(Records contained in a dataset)
══════════

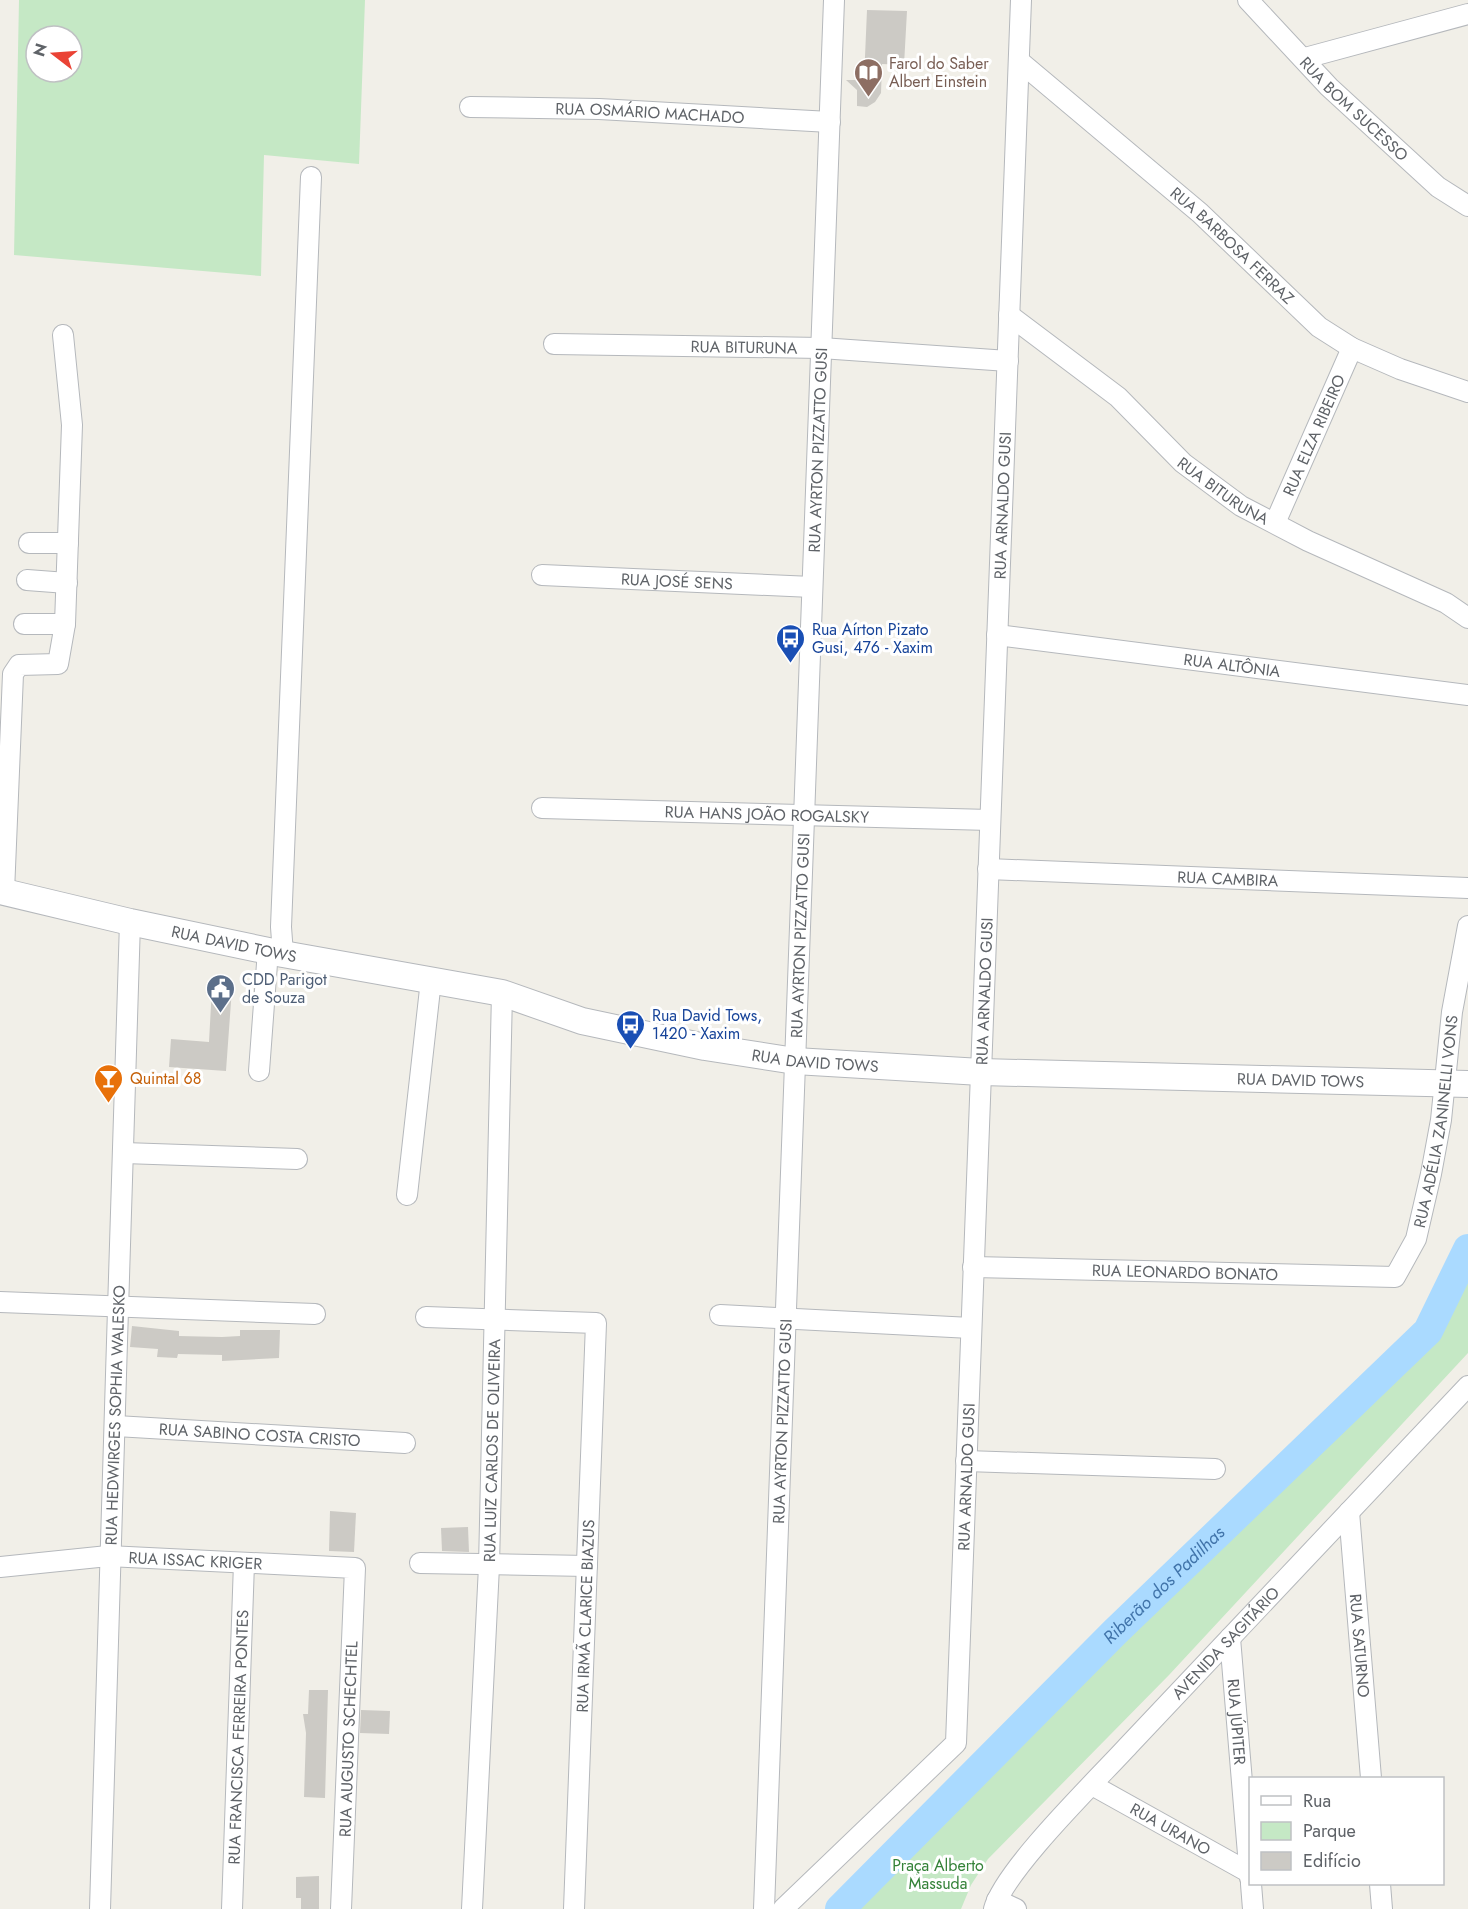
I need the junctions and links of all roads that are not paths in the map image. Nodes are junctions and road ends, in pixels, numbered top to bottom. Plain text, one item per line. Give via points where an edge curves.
1 (834, 0) edge
2 (1021, 0) edge
3 (1248, 0) edge
4 (1468, 14) edge
5 (1305, 58) junction
6 (1019, 61) junction
7 (470, 106) dead end
8 (830, 122) junction
9 (311, 177) dead end
10 (1468, 206) edge
11 (1009, 315) junction
12 (63, 335) dead end
13 (554, 344) dead end
14 (821, 348) junction
15 (1353, 348) junction
16 (1008, 362) junction
17 (1468, 392) edge
18 (1275, 524) junction
19 (28, 543) dead end
20 (68, 543) junction
21 (542, 575) dead end
22 (27, 580) dead end
23 (67, 583) junction
24 (812, 587) junction
25 (1468, 618) edge
26 (24, 624) dead end
27 (65, 624) junction
28 (997, 635) junction
29 (1468, 695) edge
30 (542, 808) dead end
31 (804, 815) junction
32 (990, 820) junction
33 (988, 869) junction
34 (1468, 888) edge
35 (2, 892) edge
36 (130, 922) junction
37 (1468, 926) edge
38 (276, 952) junction
39 (431, 980) junction
40 (502, 993) junction
41 (795, 1061) junction
42 (259, 1071) dead end
43 (981, 1072) junction
44 (1460, 1084) edge
45 (124, 1153) junction
46 (297, 1159) dead end
47 (407, 1195) dead end
48 (973, 1267) junction
49 (1395, 1277) joint
50 (0, 1302) edge
51 (119, 1307) junction
52 (315, 1314) dead end
53 (720, 1315) dead end
54 (426, 1317) dead end
55 (786, 1318) junction
56 (495, 1321) junction
57 (971, 1328) junction
58 (1468, 1386) edge
59 (116, 1426) junction
60 (405, 1443) dead end
61 (966, 1461) junction
62 (1215, 1469) dead end
63 (1348, 1512) junction
64 (108, 1556) junction
65 (244, 1563) junction
66 (420, 1563) dead end
67 (489, 1566) junction
68 (587, 1566) junction
69 (0, 1568) edge
70 (355, 1568) joint
71 (1230, 1638) junction
72 (1371, 1777) edge
73 (1092, 1785) junction
74 (1249, 1861) edge
75 (1249, 1872) edge
76 (1251, 1885) edge
77 (1380, 1885) edge
78 (995, 1905) edge
79 (100, 1909) edge
80 (232, 1909) edge
81 (341, 1909) edge
82 (472, 1909) edge
83 (574, 1909) edge
84 (764, 1909) edge
85 (783, 1909) edge
86 (1016, 1909) edge
87 (1253, 1909) edge
88 (1382, 1909) edge

1 - 8 street, RUA AYRTON PIZZATTO GUSI
2 - 6 street, RUA ARNALDO GUSI
3 - 5 street, RUA BOM SUCESSO
4 - 5 street
5 - 10 street, RUA BOM SUCESSO via 1320,78 1438,187
6 - 11 street, RUA ARNALDO GUSI
6 - 15 street, RUA BARBOSA FERRAZ via 1200,213 1319,327
7 - 8 street, RUA OSMÁRIO MACHADO
8 - 14 street, RUA AYRTON PIZZATTO GUSI
9 - 38 street via 281,927
11 - 16 street, RUA ARNALDO GUSI
11 - 18 street, RUA BITURUNA via 1118,397 1184,463 1241,506
12 - 20 street via 72,425
13 - 14 street, RUA BITURUNA
14 - 16 street, RUA BITURUNA
14 - 24 street, RUA AYRTON PIZZATTO GUSI
15 - 17 street, RUA BARBOSA FERRAZ
15 - 18 street, RUA ELZA RIBEIRO
16 - 28 street, RUA ARNALDO GUSI
18 - 25 street, RUA BITURUNA via 1446,603
19 - 20 street
20 - 23 street
21 - 24 street, RUA JOSÉ SENS
22 - 23 street
23 - 27 street
24 - 31 street, RUA AYRTON PIZZATTO GUSI
26 - 27 street
27 - 35 street via 58,664 19,665 13,674
28 - 29 street, RUA ALTÔNIA
28 - 32 street, RUA ARNALDO GUSI
30 - 31 street, RUA HANS JOÃO ROGALSKY
31 - 32 street, RUA HANS JOÃO ROGALSKY
31 - 41 street, RUA AYRTON PIZZATTO GUSI
32 - 33 street, RUA ARNALDO GUSI
33 - 34 street, RUA CAMBIRA
33 - 43 street, RUA ARNALDO GUSI
35 - 36 street, RUA DAVID TOWS
36 - 38 street, RUA DAVID TOWS
36 - 45 street, RUA HEDWIRGES SOPHIA WALESKO
37 - 44 street, RUA ADÉLIA ZANINELLI VONS via 1452,1012
38 - 39 street, RUA DAVID TOWS
38 - 42 street
39 - 40 street, RUA DAVID TOWS
39 - 47 street
40 - 41 street, RUA DAVID TOWS via 582,1021
40 - 56 street, RUA LUIZ CARLOS DE OLIVEIRA
41 - 43 street, RUA DAVID TOWS
41 - 55 street, RUA AYRTON PIZZATTO GUSI
43 - 44 street, RUA DAVID TOWS
43 - 48 street, RUA ARNALDO GUSI
44 - 49 street, RUA ADÉLIA ZANINELLI VONS via 1439,1131 1416,1239
45 - 46 street
45 - 51 street, RUA HEDWIRGES SOPHIA WALESKO
48 - 49 street, RUA LEONARDO BONATO
48 - 57 street, RUA ARNALDO GUSI
50 - 51 street
51 - 52 street
51 - 59 street, RUA HEDWIRGES SOPHIA WALESKO
53 - 55 street
54 - 56 street
55 - 57 street
55 - 84 street, RUA AYRTON PIZZATTO GUSI
56 - 67 street, RUA LUIZ CARLOS DE OLIVEIRA
56 - 68 street, RUA IRMÃ CLARICE BIAZUS via 596,1323
57 - 61 street, RUA ARNALDO GUSI
58 - 63 street, AVENIDA SAGITÁRIO
59 - 60 street, RUA SABINO COSTA CRISTO
59 - 64 street, RUA HEDWIRGES SOPHIA WALESKO
61 - 62 street
61 - 85 street, RUA ARNALDO GUSI via 956,1743
63 - 71 street, AVENIDA SAGITÁRIO
63 - 72 street, RUA SATURNO
64 - 65 street, RUA ISSAC KRIGER
64 - 69 street, RUA ISSAC KRIGER
64 - 79 street, RUA HEDWIRGES SOPHIA WALESKO
65 - 70 street, RUA ISSAC KRIGER
65 - 80 street, RUA FRANCISCA FERREIRA PONTES
66 - 67 street
67 - 68 street
67 - 82 street, RUA LUIZ CARLOS DE OLIVEIRA
68 - 83 street, RUA IRMÃ CLARICE BIAZUS
70 - 81 street, RUA AUGUSTO SCHECHTEL
71 - 73 street, AVENIDA SAGITÁRIO
71 - 74 street, RUA JÚPITER
73 - 75 street, RUA URANO
73 - 78 street, AVENIDA SAGITÁRIO via 1014,1873
76 - 87 street
77 - 88 street
78 - 86 street

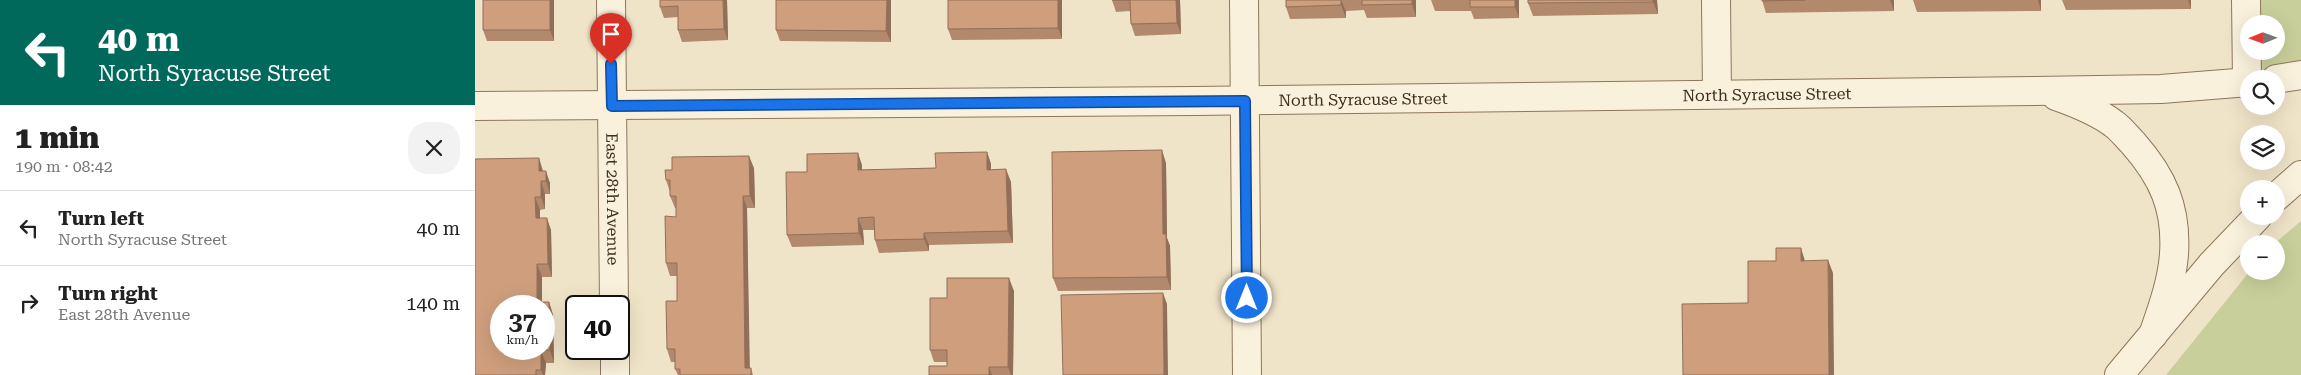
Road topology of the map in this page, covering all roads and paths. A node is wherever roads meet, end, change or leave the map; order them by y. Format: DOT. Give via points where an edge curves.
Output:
graph roads {
  1 [pos="611,0"];
  2 [pos="1244,0"];
  3 [pos="1716,0"];
  4 [pos="2246,0"];
  5 [pos="2248,70"];
  6 [pos="2301,75"];
  7 [pos="2285,78"];
  8 [pos="2240,83"];
  9 [pos="2043,91"];
  10 [pos="1717,94"];
  11 [pos="1245,101"];
  12 [pos="475,106"];
  13 [pos="612,106"];
  14 [pos="2301,174"];
  15 [pos="2285,189"];
  16 [pos="2249,225"];
  17 [pos="615,295"];
  18 [pos="2153,335"];
  19 [pos="615,360"];
  20 [pos="615,375"];
  21 [pos="1247,375"];
  22 [pos="2119,375"];
  1 -- 13 [label="street, East 28th Avenue"];
  2 -- 11 [label="street"];
  3 -- 10 [label="street"];
  4 -- 5 [label="street"];
  6 -- 7 [label="street"];
  8 -- 9 [label="street, North Syracuse Street" via="2161,89"];
  9 -- 10 [label="street, North Syracuse Street"];
  9 -- 18 [label="street" via="2088,108 2116,124 2162,181 2173,216 2174,254 2168,290"];
  10 -- 11 [label="street, North Syracuse Street"];
  11 -- 13 [label="street, North Syracuse Street"];
  11 -- 21 [label="street"];
  12 -- 13 [label="street, North Syracuse Street"];
  13 -- 17 [label="street, East 28th Avenue"];
  14 -- 15 [label="street"];
  16 -- 18 [label="street"];
  18 -- 22 [label="street"];
  19 -- 20 [label="street"];
}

══════════

WHAT YOU ARE ASKED TO DO: Lines containing the word "LUIZ" are to be tallied across the entries above; give only the resulting count.

FINAL ANSWER: 3